Railway station in Germany

Gottenheim station is a station in Gottenheim in Baden-Württemberg, Germany. It is the most important intermediate station on the Breisach Railway (Breisacher Bahn), which connects Freiburg and Breisach. It is also the terminus of the Kaiserstuhl Railway (Kaiserstuhlbahn), which runs to Bahlingen and Riegel Ort.

== History==

Gottenheim station was opened along with the Freiburg–Breisach line in September 1871. This line was envisaged to form part of a planned European east–west route. The line was extended to the Alsatian town of Colmar with the construction of railway bridge over the Rhine in 1878.

The private Kaiserstuhl Railway was opened from Breisach to Gottenheim via Endingen and Riegel on 15 December 1894. This made Gottenheim a junction station. A year later (7 September 1895) the line was completed with the opening of the Endingen–Breisach section.
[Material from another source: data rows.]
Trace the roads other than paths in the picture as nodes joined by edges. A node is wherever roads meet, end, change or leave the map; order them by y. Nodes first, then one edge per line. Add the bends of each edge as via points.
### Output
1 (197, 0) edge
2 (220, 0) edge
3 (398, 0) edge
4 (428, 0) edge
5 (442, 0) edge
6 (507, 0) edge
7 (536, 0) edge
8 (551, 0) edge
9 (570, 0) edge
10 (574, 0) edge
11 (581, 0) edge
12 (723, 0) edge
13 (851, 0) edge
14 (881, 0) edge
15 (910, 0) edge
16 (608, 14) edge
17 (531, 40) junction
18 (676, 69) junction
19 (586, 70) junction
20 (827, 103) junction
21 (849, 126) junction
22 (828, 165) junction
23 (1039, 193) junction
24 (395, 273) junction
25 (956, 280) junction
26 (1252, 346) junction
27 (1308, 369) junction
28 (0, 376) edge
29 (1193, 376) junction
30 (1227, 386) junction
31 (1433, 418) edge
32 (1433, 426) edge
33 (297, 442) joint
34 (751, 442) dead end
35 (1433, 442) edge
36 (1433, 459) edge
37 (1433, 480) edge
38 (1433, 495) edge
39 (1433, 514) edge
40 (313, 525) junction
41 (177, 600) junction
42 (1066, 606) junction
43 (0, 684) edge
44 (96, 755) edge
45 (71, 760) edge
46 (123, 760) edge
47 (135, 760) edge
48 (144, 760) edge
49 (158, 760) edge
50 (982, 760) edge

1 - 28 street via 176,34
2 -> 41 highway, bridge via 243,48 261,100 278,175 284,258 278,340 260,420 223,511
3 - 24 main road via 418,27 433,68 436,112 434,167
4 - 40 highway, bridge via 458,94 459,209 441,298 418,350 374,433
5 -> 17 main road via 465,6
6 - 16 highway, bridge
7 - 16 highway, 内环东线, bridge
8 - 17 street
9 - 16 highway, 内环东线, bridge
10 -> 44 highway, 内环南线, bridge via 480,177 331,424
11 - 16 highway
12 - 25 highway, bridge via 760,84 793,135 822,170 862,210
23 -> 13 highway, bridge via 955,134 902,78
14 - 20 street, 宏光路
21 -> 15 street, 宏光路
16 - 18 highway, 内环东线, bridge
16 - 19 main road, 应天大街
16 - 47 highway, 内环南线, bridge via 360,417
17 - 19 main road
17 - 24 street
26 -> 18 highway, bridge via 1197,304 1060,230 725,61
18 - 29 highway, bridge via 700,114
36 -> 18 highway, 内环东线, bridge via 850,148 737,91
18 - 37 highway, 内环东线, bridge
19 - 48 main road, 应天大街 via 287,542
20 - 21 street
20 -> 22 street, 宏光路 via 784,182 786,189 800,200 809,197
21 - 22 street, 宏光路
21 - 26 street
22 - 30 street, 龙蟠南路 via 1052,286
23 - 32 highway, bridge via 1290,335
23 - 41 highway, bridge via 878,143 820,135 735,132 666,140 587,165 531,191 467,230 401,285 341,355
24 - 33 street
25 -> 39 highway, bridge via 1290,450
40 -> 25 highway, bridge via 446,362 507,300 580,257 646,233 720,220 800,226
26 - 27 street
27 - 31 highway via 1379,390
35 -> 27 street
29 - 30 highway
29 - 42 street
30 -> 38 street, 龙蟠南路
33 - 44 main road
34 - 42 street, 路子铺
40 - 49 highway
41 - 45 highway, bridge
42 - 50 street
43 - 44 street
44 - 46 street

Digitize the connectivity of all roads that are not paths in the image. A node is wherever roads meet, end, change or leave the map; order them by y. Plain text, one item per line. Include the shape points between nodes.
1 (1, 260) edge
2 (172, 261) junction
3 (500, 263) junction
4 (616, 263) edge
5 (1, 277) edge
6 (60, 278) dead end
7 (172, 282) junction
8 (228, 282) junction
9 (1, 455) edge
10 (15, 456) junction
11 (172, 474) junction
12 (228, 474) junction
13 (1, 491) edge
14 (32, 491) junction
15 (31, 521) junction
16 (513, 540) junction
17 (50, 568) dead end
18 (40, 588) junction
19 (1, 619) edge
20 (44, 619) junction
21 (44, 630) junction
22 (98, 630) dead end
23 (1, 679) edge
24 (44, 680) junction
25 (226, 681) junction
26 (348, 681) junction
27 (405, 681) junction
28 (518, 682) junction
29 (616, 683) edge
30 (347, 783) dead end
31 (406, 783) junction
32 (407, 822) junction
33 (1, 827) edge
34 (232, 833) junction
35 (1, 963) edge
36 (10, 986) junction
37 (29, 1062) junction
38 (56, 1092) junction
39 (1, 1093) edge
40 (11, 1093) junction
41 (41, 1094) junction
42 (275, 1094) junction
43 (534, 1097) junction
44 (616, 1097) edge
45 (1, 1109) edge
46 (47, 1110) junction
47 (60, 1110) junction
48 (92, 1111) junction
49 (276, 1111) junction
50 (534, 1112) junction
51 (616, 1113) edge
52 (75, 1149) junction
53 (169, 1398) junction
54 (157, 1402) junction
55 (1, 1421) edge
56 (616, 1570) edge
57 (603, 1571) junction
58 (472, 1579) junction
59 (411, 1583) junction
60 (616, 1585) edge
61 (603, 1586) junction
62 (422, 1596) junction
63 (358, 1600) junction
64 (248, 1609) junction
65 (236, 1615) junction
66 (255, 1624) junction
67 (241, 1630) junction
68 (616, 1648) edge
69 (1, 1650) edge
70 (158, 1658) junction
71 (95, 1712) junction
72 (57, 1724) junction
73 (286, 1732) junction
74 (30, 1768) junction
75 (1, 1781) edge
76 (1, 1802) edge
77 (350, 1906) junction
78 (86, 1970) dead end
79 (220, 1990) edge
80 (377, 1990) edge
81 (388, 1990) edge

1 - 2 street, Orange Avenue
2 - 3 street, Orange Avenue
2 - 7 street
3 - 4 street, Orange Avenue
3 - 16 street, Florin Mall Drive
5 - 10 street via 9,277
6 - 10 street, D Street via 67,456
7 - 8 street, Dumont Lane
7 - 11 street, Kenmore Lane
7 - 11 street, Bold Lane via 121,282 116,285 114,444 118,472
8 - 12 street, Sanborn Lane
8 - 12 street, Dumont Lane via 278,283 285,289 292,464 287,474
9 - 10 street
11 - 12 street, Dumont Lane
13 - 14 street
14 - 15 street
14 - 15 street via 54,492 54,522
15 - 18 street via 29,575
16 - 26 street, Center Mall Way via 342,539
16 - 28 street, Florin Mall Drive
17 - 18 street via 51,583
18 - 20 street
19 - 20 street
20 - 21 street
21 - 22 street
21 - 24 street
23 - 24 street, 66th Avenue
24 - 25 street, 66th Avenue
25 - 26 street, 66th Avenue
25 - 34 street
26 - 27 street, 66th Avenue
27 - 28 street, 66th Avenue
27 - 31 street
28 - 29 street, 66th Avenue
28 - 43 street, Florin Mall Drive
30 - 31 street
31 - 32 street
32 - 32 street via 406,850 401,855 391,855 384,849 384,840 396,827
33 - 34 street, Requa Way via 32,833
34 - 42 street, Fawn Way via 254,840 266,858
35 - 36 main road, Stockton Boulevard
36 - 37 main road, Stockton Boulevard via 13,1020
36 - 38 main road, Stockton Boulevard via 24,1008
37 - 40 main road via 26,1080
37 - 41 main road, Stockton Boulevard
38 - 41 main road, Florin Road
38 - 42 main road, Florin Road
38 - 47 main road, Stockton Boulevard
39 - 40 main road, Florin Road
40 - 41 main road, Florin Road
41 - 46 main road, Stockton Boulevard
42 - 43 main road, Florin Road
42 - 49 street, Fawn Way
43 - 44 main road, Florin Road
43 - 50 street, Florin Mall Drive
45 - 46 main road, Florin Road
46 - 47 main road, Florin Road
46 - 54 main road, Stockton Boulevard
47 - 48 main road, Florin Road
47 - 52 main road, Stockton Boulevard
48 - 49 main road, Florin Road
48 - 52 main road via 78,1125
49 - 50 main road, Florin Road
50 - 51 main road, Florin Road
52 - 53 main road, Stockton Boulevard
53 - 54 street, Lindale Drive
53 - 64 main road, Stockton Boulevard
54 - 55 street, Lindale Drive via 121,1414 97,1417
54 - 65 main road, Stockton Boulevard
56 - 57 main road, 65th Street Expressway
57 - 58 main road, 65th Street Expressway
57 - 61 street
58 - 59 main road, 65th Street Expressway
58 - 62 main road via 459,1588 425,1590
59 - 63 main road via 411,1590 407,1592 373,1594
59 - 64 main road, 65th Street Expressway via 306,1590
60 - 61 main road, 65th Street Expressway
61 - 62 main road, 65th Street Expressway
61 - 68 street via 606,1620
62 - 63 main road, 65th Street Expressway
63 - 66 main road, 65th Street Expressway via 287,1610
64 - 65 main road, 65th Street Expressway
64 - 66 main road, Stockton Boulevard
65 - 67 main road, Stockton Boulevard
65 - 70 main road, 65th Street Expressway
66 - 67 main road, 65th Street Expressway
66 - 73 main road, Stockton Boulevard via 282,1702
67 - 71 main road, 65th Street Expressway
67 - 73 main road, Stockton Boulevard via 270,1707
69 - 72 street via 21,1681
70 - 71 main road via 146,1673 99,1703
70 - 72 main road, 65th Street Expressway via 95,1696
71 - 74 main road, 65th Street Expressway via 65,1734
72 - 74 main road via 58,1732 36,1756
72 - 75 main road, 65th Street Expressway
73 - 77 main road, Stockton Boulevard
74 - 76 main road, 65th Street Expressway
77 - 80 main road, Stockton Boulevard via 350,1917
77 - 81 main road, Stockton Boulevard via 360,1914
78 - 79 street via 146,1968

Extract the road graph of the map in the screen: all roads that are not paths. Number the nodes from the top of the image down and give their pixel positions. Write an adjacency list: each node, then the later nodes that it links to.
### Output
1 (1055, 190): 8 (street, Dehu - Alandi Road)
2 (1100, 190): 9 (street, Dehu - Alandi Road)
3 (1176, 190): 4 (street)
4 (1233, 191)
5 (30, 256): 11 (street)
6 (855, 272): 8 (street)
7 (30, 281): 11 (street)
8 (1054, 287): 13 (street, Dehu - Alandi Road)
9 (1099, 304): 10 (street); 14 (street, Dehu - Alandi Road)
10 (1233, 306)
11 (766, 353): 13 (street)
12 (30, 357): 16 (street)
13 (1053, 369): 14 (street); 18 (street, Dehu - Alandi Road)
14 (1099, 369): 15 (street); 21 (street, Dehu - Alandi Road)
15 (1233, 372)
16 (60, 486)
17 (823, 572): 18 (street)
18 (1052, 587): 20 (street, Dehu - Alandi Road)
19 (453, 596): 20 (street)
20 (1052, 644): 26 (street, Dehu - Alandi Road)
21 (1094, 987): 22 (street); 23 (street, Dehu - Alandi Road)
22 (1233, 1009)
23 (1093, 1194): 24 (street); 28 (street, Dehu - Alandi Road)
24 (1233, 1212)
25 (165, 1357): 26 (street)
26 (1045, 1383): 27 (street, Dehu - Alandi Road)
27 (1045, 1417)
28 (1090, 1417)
It was built by a Baden railway consortium consisting of a bank for trade and industry, the Rheinische Creditbank, and Bankhaus W. H. Ladenburg & Söhne, which were managed by the railway entrepreneur Herrmann Bachstein, who merged the railway into the South German Railway Company (Süddeutsche Eisenbahn-Gesellschaft, SEG) on 8 December 1897 together with the Breg Valley Railway (Bregtalbahn) and the Zell im Wiesental–Todtnau railway (Zell-Todtnauer-Eisenbahn) with effect from 1 April 1897.

The Freiburg–Colmar railway operated from Breisach over the Rhine to Colmar in France until the destruction of the Breisach railway bridge in 1945.

In the 1970s, Deutsche Bundesbahn considered closing the line to Breisach due to its alleged unprofitability, but this did not happen.

A new traffic concept was developed for the Freiburg–Breisach railway and the eastern Kaiserstuhl Railway under the project name Breisgau-S-Bahn 2005. Both lines were upgraded, the stations were modernised and significantly more services were operated. The Breisgau-S-Bahn took over operations from Deutsche Bahn in 1997. Since May 2000, SWEG trains have been running on the eastern Kaiserstuhl Railway between Gottenheim and Bahlingen every half hour, continuing to Endingen every hour.

== Entrance building==
In 2007, the community of Gottenheim bought the Deutsche Bahn entrance building. It was resold in 2010 to a Gottenheim investor, who extensively renovated the building and largely retained the historical features from the early days of the station. A restaurant called Gerome’s Canadian Coffee Lounge was installed on the ground floor.

== Track layout==
Gottenheim station has three platform tracks on the home platform (next to the station building) and an island platform. Access to tracks 2 and 3 on the island platform has been via an underpass since December 2019. The barrier-protected crossover between tracks 1 and 2 was removed as part of the 2019 renovation. Track 1 generally serves Breisgau-S-Bahn (BSB) trains to Breisach, track 2 the BSB trains to Freiburg and track 3 the SWEG trains to Bahlingen, Riegel and Endingen.

== Rail services==
Thee Breisgau-S-Bahn, the operator of regional rail services in the Freiburg area, connects Gottenheim every half hour with Freiburg and Breisach over the Freiburg–Colmar railway and with some Kaiserstuhl communities on the Kaiserstuhl Railway (running as far as Bahlingen every half hour).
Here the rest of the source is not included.